**Task instructions**
Every line with "JSON" in it should be copied from the data.

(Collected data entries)

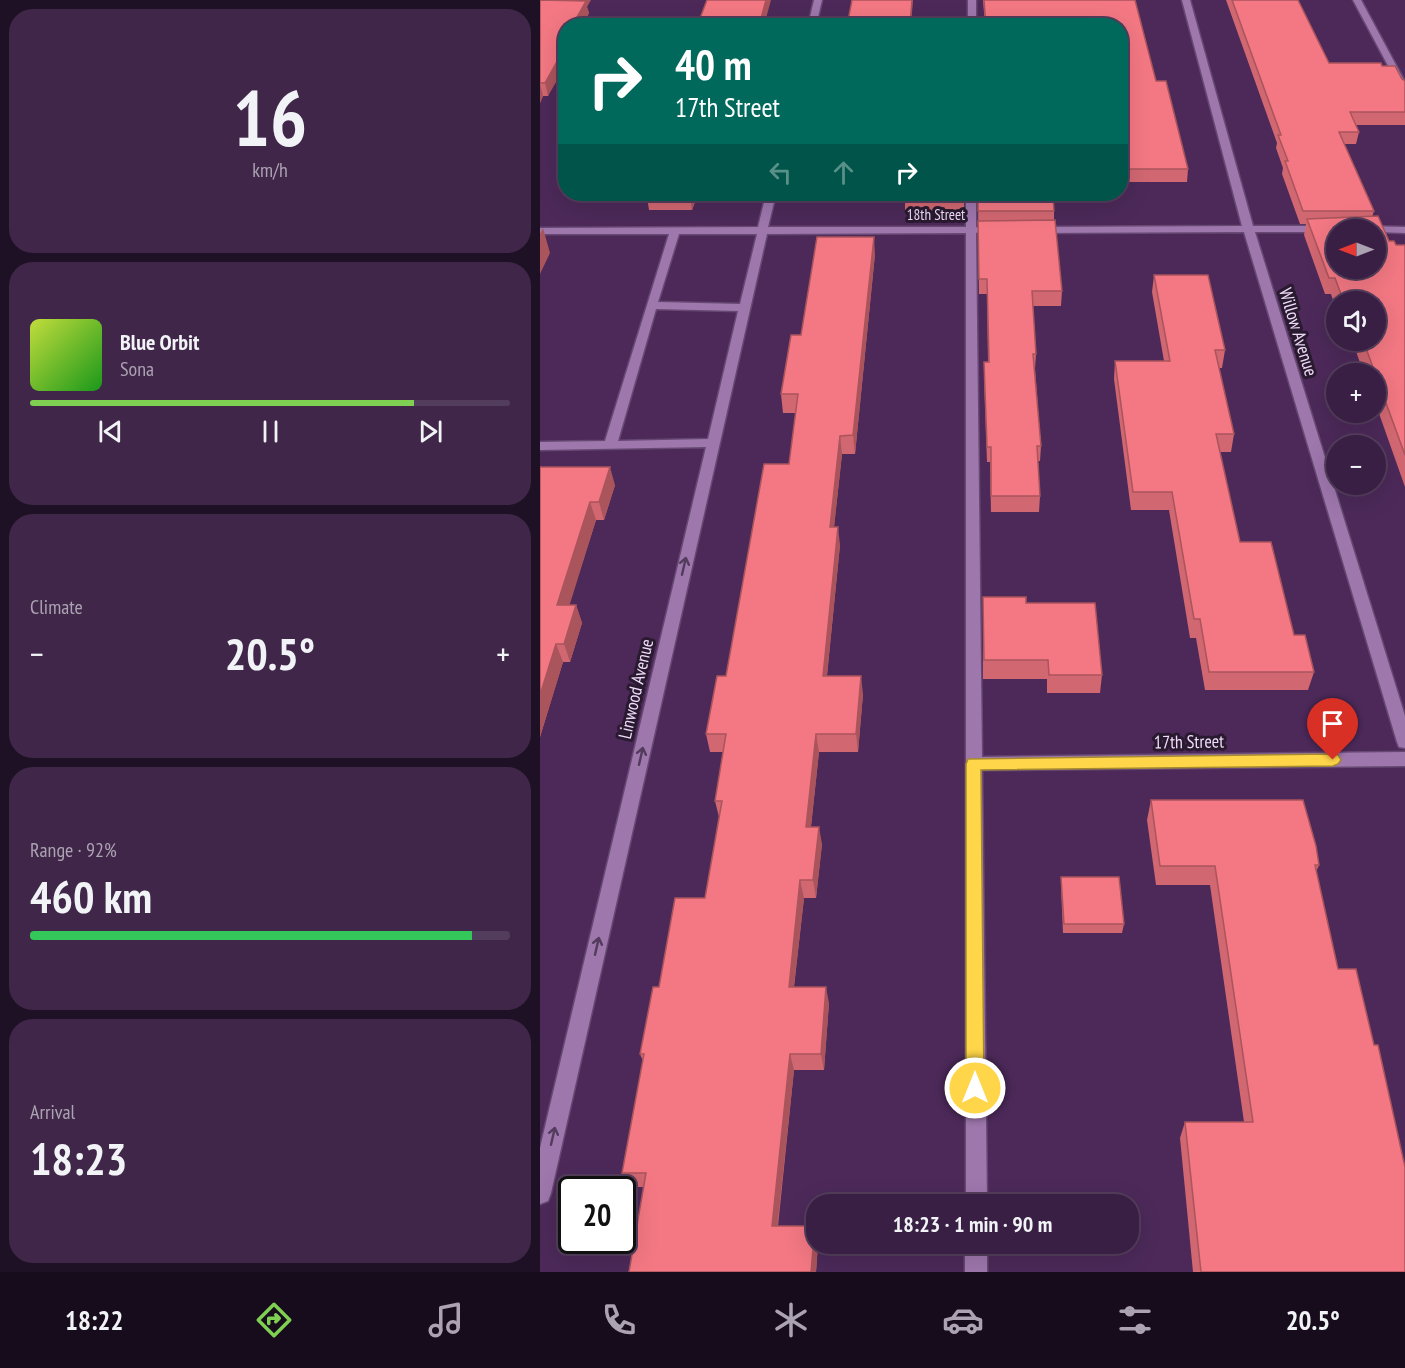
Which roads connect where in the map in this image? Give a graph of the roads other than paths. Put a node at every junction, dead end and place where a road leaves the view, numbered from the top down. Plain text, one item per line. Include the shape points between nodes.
1 (818, 0) edge
2 (972, 0) edge
3 (1186, 0) edge
4 (1357, 0) edge
5 (814, 18) edge
6 (972, 18) edge
7 (1405, 90) edge
8 (769, 201) edge
9 (971, 201) edge
10 (1248, 228) junction
11 (1326, 229) edge
12 (971, 230) junction
13 (994, 230) edge
14 (1029, 230) edge
15 (1386, 230) edge
16 (1405, 230) edge
17 (540, 231) edge
18 (675, 231) junction
19 (762, 232) junction
20 (651, 305) junction
21 (744, 308) junction
22 (713, 443) junction
23 (610, 445) junction
24 (540, 446) edge
25 (1405, 742) edge
26 (1405, 759) edge
27 (973, 764) junction
28 (540, 1193) edge
29 (976, 1194) edge
30 (976, 1254) edge
31 (976, 1272) edge

1 - 5 street
2 - 6 street
3 - 10 street, Willow Avenue
4 - 7 street
8 - 19 street, Linwood Avenue
9 - 12 street
10 - 11 street
10 - 14 street
10 - 25 street, Willow Avenue
12 - 13 street, 18th Street
12 - 19 street, 18th Street
12 - 27 street
15 - 16 street
17 - 18 street, 18th Street
18 - 19 street, 18th Street
18 - 20 street
19 - 21 street, Linwood Avenue
20 - 21 street
20 - 23 street
21 - 22 street, Linwood Avenue
22 - 23 street
28 -> 22 street, Linwood Avenue
23 - 24 street
26 - 27 street, 17th Street
27 - 29 street
30 - 31 street

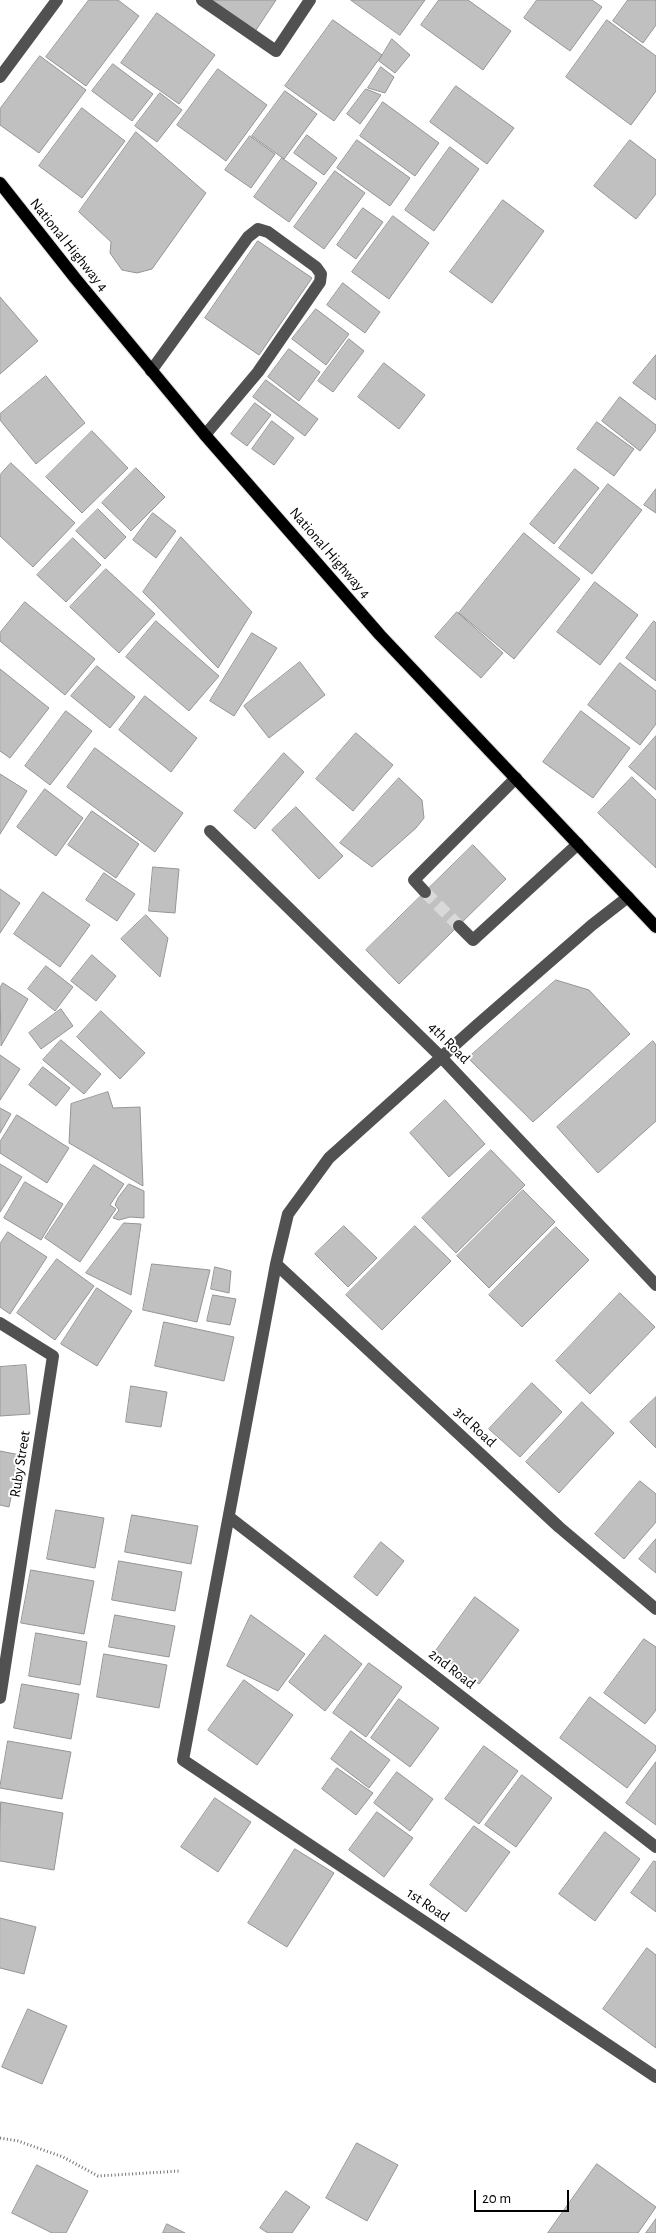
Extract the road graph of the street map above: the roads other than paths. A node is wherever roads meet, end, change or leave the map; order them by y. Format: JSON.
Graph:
{"nodes":[{"id":1,"x":57,"y":0,"type":"edge"},
{"id":2,"x":202,"y":0,"type":"edge"},
{"id":3,"x":310,"y":0,"type":"edge"},
{"id":4,"x":0,"y":77,"type":"edge"},
{"id":5,"x":0,"y":183,"type":"edge"},
{"id":6,"x":151,"y":370,"type":"junction"},
{"id":7,"x":205,"y":435,"type":"junction"},
{"id":8,"x":516,"y":778,"type":"junction"},
{"id":9,"x":210,"y":831,"type":"dead end"},
{"id":10,"x":578,"y":844,"type":"junction"},
{"id":11,"x":425,"y":892,"type":"tunnel mouth"},
{"id":12,"x":628,"y":897,"type":"junction"},
{"id":13,"x":459,"y":926,"type":"tunnel mouth"},
{"id":14,"x":656,"y":927,"type":"edge"},
{"id":15,"x":441,"y":1057,"type":"junction"},
{"id":16,"x":276,"y":1264,"type":"junction"},
{"id":17,"x":656,"y":1285,"type":"edge"},
{"id":18,"x":0,"y":1323,"type":"edge"},
{"id":19,"x":229,"y":1517,"type":"junction"},
{"id":20,"x":656,"y":1608,"type":"edge"},
{"id":21,"x":0,"y":1698,"type":"edge"},
{"id":22,"x":656,"y":1847,"type":"edge"},
{"id":23,"x":656,"y":2077,"type":"edge"}],
"edges":[{"from":1,"to":4,"type":"street"},
{"from":2,"to":3,"type":"street"},
{"from":5,"to":6,"type":"main road","name":"National Highway 4"},
{"from":6,"to":7,"type":"main road","name":"National Highway 4"},
{"from":6,"to":7,"type":"street"},
{"from":7,"to":8,"type":"main road","name":"National Highway 4"},
{"from":8,"to":10,"type":"main road","name":"National Highway 4"},
{"from":8,"to":11,"type":"street"},
{"from":9,"to":15,"type":"street","name":"4th Road"},
{"from":10,"to":12,"type":"main road","name":"National Highway 4"},
{"from":10,"to":13,"type":"street"},
{"from":12,"to":14,"type":"main road","name":"National Highway 4"},
{"from":12,"to":15,"type":"street"},
{"from":15,"to":16,"type":"street"},
{"from":15,"to":17,"type":"street","name":"4th Road"},
{"from":16,"to":19,"type":"street"},
{"from":16,"to":20,"type":"street","name":"3rd Road"},
{"from":18,"to":21,"type":"street","name":"Ruby Street"},
{"from":19,"to":22,"type":"street","name":"2nd Road"},
{"from":19,"to":23,"type":"street","name":"1st Road"}]}
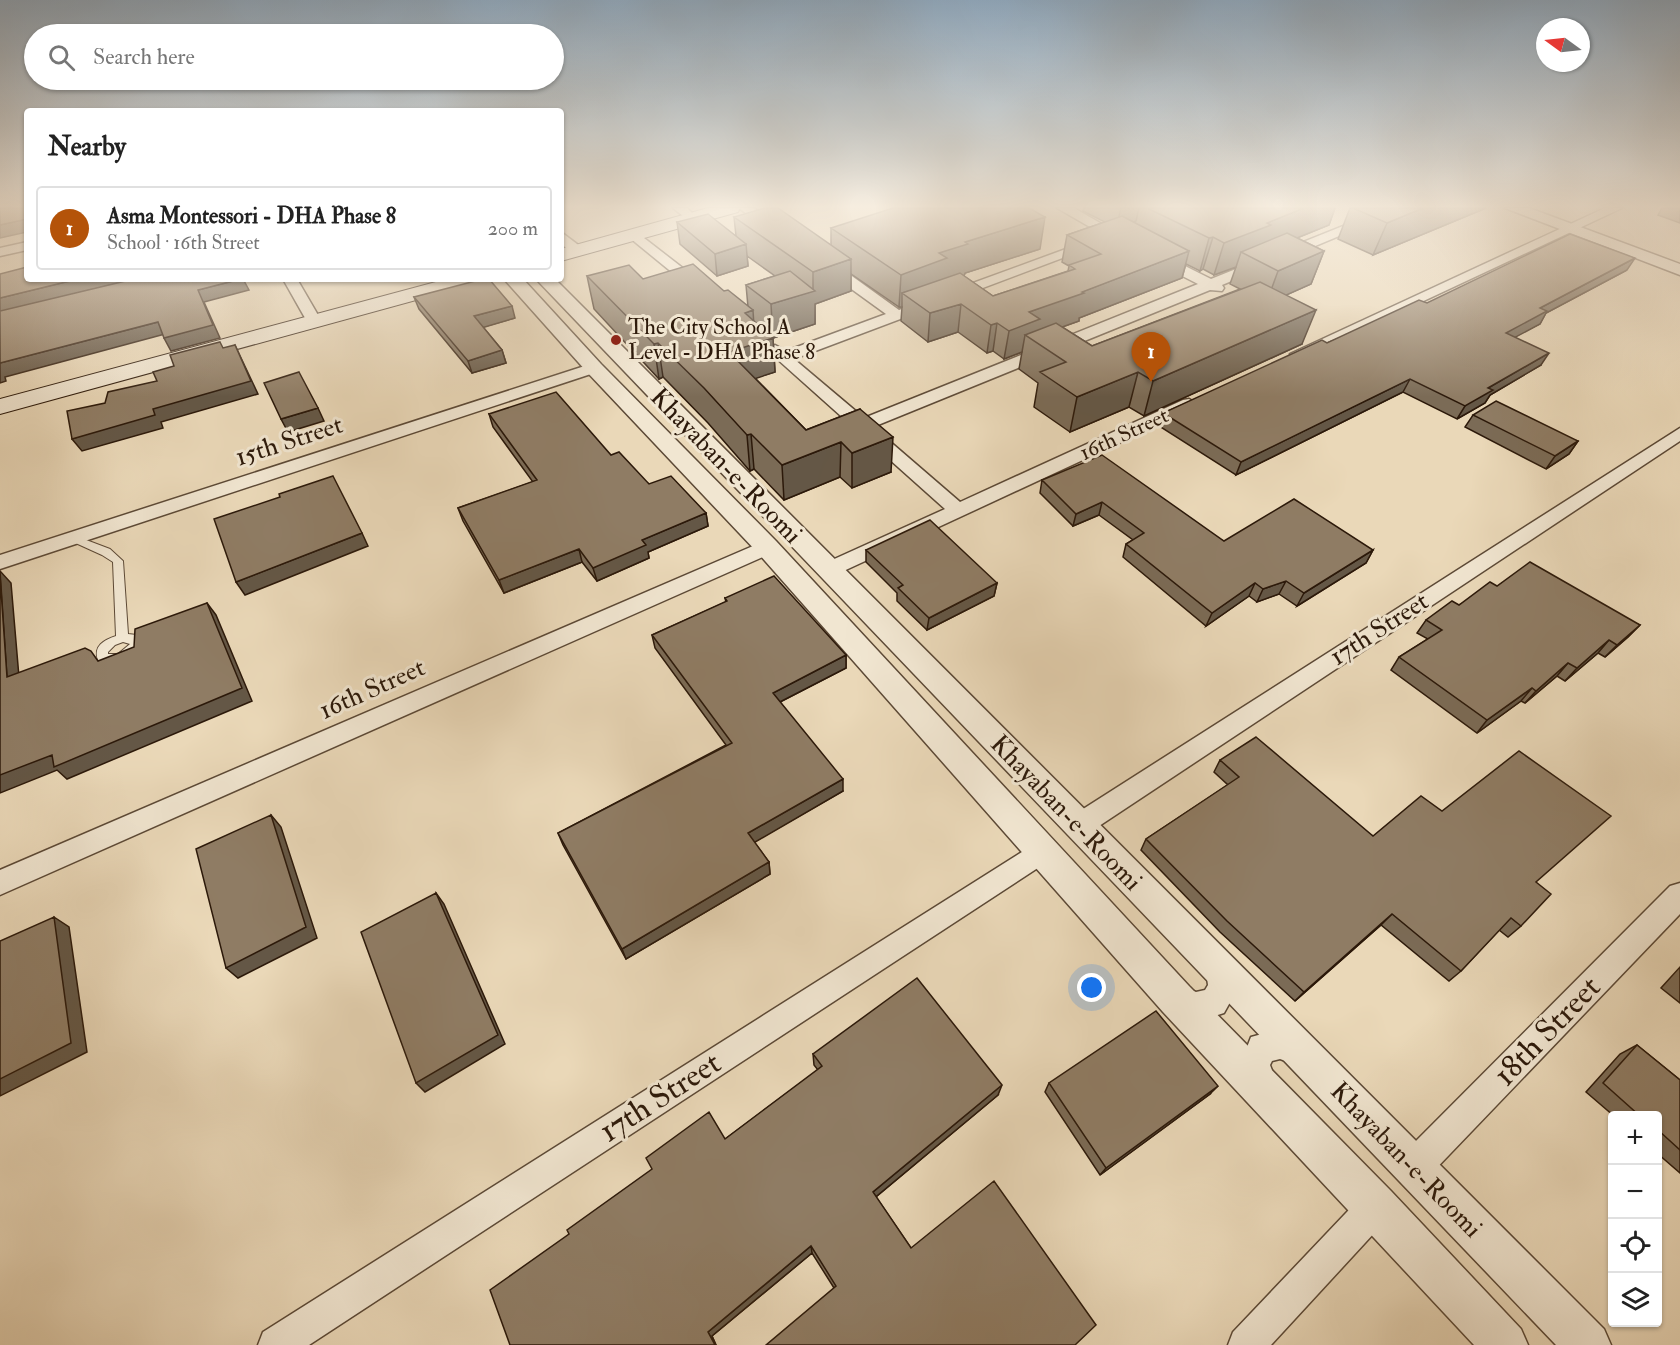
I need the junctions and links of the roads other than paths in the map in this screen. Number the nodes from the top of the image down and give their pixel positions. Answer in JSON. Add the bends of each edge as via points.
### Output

**Completed exercise**
Extract the road graph of the street map above: the roads other than paths. A node is wherever roads meet, end, change or leave the map; order them by y. Format: JSON.
I need the junctions and links of the roads other than paths in the map in this screen. Number the nodes from the top of the image down and give their pixel positions. Answer in JSON. Add the bends of each edge as via points.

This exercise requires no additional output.